**What is expected**.
Out of the records below, copy all lines in which the word "list" occurs.

START Records provided

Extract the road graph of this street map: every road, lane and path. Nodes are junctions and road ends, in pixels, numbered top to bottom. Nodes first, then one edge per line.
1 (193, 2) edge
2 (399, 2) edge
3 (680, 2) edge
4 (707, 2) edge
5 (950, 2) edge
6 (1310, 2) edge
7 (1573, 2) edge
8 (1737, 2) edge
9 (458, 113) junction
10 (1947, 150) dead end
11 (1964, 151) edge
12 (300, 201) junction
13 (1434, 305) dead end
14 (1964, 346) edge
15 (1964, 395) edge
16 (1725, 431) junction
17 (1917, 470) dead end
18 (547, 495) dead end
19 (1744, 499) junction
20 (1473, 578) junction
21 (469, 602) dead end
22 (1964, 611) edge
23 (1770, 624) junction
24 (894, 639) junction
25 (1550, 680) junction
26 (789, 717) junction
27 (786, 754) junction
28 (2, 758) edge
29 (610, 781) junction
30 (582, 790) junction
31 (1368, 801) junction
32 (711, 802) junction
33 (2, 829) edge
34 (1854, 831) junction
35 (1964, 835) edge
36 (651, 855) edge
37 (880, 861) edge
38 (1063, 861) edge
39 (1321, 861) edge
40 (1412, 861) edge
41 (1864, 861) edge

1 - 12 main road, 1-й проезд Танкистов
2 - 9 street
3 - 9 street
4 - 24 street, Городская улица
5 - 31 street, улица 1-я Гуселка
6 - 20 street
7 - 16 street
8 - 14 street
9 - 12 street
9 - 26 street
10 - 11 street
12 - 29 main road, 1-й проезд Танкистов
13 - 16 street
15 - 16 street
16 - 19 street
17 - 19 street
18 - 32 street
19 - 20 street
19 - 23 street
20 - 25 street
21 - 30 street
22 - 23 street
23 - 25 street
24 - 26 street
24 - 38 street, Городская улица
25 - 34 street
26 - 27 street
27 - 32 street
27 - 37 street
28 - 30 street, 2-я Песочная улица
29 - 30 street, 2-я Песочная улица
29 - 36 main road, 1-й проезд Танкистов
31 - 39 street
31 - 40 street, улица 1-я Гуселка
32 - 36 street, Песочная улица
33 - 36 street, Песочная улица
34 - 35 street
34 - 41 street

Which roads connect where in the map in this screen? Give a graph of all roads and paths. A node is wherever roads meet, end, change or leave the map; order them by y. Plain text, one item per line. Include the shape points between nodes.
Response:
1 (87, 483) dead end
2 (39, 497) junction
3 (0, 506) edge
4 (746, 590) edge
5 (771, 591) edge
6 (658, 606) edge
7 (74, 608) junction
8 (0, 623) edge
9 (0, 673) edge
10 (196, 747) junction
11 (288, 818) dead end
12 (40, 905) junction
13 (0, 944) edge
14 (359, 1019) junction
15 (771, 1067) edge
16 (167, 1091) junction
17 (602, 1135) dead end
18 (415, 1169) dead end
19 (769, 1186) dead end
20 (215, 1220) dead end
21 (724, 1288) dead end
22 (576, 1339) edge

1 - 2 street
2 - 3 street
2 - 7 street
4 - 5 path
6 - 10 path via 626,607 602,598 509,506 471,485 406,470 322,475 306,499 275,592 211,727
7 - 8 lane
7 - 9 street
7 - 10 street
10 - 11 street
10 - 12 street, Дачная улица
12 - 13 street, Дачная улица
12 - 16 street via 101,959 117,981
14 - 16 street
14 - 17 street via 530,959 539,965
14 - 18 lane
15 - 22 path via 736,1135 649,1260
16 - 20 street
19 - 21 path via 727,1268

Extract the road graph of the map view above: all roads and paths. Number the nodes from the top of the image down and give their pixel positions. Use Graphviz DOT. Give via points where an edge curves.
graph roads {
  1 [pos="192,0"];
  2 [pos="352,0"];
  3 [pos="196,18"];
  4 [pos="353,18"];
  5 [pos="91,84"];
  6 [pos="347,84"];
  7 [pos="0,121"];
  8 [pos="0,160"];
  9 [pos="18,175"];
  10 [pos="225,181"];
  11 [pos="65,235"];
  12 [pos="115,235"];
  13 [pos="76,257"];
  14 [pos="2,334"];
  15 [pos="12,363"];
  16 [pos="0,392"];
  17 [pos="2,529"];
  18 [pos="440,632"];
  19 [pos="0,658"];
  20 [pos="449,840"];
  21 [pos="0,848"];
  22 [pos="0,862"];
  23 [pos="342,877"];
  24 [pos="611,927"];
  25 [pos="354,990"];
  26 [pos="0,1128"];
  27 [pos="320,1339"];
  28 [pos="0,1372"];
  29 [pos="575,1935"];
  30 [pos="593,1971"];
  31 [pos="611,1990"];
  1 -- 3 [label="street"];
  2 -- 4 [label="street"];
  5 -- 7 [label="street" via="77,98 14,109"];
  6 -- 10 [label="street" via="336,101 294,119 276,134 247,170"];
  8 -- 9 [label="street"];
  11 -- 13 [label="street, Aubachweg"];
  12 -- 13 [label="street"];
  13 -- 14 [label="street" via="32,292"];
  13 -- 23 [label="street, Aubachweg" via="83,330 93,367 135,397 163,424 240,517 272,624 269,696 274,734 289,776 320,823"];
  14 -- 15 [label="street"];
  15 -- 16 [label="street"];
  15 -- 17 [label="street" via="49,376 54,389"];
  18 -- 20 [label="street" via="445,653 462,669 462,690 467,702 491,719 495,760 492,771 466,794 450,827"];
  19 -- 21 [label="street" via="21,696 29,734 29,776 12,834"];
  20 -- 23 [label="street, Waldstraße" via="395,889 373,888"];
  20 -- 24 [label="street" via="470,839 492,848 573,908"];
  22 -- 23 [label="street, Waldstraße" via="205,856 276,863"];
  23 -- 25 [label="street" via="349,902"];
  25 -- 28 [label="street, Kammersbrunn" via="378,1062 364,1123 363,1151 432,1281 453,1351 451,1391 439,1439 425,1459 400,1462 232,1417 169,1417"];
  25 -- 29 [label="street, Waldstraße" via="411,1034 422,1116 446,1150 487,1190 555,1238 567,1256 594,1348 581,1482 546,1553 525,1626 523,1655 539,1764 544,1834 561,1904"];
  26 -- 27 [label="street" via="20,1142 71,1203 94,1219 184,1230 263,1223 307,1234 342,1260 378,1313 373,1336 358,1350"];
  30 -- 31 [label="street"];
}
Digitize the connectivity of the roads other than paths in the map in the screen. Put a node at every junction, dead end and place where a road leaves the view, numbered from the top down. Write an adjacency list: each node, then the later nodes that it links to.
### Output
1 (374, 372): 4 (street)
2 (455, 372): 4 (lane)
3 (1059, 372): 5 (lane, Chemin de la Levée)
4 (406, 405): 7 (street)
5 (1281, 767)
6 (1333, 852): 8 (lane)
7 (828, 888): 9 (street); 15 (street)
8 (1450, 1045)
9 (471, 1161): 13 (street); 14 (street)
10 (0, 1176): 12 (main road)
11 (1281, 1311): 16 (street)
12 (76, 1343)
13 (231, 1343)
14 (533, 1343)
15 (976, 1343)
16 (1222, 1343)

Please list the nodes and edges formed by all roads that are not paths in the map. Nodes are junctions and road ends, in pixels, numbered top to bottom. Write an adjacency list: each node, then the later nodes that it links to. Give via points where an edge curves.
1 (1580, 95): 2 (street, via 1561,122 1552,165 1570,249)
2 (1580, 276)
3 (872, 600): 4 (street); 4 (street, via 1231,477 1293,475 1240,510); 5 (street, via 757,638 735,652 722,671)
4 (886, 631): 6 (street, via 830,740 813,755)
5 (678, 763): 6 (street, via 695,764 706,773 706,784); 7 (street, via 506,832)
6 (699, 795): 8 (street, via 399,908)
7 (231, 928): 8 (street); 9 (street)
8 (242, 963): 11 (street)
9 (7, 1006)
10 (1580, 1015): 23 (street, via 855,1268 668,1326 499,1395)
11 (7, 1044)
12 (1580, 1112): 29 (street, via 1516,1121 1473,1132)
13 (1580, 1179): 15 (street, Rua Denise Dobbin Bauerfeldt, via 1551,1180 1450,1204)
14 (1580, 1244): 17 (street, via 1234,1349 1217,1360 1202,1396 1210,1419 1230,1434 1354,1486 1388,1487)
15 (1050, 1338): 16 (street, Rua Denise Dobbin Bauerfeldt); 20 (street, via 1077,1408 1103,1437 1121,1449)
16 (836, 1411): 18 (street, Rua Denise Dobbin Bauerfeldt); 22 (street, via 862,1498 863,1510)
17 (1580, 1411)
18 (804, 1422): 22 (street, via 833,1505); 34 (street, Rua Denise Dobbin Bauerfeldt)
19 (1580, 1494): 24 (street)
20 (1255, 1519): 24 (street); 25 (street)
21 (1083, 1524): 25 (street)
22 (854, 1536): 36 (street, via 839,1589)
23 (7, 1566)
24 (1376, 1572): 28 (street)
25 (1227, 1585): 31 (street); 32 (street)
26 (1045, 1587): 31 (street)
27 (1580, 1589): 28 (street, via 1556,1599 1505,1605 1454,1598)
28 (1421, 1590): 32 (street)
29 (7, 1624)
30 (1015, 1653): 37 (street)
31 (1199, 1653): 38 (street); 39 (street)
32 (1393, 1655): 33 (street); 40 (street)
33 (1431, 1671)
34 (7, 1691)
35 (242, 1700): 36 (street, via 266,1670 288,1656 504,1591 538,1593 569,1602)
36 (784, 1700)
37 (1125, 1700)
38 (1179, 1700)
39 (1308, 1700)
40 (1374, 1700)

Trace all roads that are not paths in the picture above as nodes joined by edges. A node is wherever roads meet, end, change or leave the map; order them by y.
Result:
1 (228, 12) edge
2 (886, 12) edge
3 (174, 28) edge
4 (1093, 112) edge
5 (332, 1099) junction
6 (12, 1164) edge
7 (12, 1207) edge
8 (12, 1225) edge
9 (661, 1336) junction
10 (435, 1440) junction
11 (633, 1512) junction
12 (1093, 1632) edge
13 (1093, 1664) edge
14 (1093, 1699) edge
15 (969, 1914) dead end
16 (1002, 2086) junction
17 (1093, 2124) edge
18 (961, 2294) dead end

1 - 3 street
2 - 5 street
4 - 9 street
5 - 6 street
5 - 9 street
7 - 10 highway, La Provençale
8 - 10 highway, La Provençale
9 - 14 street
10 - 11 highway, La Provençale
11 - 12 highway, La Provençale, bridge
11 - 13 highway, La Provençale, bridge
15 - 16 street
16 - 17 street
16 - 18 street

END Records provided

**Reply to the task**.
Digitize the connectivity of the roads other than paths in the map in the screen. Put a node at every junction, dead end and place where a road leaves the view, numbered from the top down. Write an adjacency list: each node, then the later nodes that it links to.
Please list the nodes and edges formed by all roads that are not paths in the map. Nodes are junctions and road ends, in pixels, numbered top to bottom. Write an adjacency list: each node, then the later nodes that it links to. Give via points where an edge curves.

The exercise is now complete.